Effects of combining immune checkpoint inhibitors and anti-angiogenic agents on bone metastasis in non-small cell lung cancer patients

This study aimed to evaluate the efficacy of combining immune checkpoint inhibitors (ICIs) and anti-angiogenic agents in treating lung cancer patients with bone metastases (BMs), as it is unclear whether this combination is effective for this condition. Non-small cell lung cancer patients with BMs receiving ICIs were divided into experimental and control groups based on anti-angiogenic treatment. Progression-free survival (PFS) and overall survival (OS) were evaluated using the Kaplan-Meier method, with log-rank test for comparisons.
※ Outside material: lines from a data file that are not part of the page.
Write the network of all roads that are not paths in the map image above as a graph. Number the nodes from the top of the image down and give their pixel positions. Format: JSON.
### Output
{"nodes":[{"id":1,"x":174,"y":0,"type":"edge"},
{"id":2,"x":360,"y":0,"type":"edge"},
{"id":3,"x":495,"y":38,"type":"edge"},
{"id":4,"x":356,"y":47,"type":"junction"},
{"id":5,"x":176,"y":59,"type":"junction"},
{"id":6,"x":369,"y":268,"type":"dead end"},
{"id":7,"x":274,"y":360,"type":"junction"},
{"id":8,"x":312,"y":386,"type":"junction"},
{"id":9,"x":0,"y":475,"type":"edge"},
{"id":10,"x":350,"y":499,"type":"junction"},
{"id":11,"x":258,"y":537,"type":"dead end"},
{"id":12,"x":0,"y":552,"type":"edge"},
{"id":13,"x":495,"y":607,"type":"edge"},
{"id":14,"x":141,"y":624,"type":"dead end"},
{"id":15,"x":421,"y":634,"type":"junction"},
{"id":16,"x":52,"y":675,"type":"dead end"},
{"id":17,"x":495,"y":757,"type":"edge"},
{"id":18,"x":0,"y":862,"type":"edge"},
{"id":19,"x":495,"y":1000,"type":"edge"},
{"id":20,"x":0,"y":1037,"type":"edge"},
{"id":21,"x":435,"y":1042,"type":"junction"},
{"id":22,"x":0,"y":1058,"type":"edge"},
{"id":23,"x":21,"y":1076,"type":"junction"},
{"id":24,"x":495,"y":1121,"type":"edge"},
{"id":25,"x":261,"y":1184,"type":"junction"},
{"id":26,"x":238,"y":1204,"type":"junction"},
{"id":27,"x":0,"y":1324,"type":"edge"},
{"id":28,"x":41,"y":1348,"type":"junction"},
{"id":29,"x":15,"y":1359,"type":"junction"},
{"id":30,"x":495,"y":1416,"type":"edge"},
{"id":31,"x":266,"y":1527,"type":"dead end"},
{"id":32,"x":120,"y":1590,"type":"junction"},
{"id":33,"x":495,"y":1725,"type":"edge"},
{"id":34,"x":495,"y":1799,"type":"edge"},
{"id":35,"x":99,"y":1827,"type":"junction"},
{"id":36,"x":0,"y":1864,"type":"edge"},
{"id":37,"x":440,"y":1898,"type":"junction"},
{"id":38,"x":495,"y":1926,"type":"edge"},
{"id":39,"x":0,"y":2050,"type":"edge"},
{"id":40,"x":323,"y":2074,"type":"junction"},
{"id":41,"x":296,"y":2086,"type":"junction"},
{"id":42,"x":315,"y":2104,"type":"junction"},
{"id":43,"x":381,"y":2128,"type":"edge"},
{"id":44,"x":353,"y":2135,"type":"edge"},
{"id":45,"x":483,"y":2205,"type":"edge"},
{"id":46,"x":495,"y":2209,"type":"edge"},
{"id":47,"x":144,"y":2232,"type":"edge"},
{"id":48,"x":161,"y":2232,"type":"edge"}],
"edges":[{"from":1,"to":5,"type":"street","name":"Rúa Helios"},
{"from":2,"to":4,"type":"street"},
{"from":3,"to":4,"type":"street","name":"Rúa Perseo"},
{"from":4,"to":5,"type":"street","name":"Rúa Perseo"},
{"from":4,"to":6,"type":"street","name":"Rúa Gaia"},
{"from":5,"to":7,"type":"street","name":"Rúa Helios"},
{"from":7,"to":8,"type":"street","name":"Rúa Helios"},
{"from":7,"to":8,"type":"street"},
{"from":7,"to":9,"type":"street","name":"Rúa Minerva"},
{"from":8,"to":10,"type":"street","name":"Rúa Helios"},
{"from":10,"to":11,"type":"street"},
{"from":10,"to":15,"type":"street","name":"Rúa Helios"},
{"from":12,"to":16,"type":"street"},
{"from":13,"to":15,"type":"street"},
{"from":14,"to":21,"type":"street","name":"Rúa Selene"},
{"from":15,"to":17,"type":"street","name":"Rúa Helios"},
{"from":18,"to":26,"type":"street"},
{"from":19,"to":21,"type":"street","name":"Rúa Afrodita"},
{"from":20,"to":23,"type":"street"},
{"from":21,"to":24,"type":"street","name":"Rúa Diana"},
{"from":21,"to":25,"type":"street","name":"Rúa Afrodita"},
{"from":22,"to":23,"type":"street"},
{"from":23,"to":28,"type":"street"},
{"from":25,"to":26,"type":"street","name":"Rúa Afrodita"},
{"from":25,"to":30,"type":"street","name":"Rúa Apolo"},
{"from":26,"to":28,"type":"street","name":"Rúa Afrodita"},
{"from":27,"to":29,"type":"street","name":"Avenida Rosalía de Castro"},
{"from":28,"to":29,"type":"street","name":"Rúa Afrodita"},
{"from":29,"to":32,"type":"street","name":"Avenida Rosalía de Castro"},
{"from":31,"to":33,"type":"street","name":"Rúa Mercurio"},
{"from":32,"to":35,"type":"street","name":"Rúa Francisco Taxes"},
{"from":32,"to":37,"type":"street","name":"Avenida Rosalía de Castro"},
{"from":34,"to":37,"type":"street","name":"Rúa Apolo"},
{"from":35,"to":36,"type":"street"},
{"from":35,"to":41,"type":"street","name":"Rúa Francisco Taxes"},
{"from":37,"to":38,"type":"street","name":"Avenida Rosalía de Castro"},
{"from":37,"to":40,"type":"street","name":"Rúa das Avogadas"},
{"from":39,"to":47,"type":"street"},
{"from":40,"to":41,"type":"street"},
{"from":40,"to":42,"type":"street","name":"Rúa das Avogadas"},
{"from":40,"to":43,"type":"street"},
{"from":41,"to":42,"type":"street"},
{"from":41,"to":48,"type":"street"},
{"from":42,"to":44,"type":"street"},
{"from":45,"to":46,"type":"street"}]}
Prognostic factors were determined by univariate and multivariate Cox regression analyses. The study included 95 patients. The experimental group (n = 42) had a higher disease control rate (DCR) (90.5% vs. 68.6%, p = .009), objective response rate (ORR) (35.7% vs. 24.5%, p = .235), and longer median bone PFS (14.3 months vs. 8.3 months, p = .011) for bone metastasis. However, there were no significant differences in overall DCR (92.8% vs. 86.7%, p = .339), ORR (64.3% vs. 62.3%, p = .839), and PFS (12.4 months vs. 11.6 months, p = 0.383) between the 2 groups. The experimental group had a lower incidence of skeleton-related events (SREs) (28.6% vs. 35.8%, p = .425), and SRE patients had shorter PFS (7.7 vs. 14.3 months, p < .001) and OS (12.1 vs. 19.0 months, p = .028). Anti-angiogenic therapy (HR = 0.55, p = .012) and SRE (HR = 2.93, p < .001) were identified as independent prognostic factors for bone metastatic PFS. Adverse events were slightly higher in the experimental group (29.3% vs. 18.9%, p = .238), but not statistically significant. The combination of ICIs and anti-angiogenic agents leads to a significant PFS for BMs and potentially decreases SRE.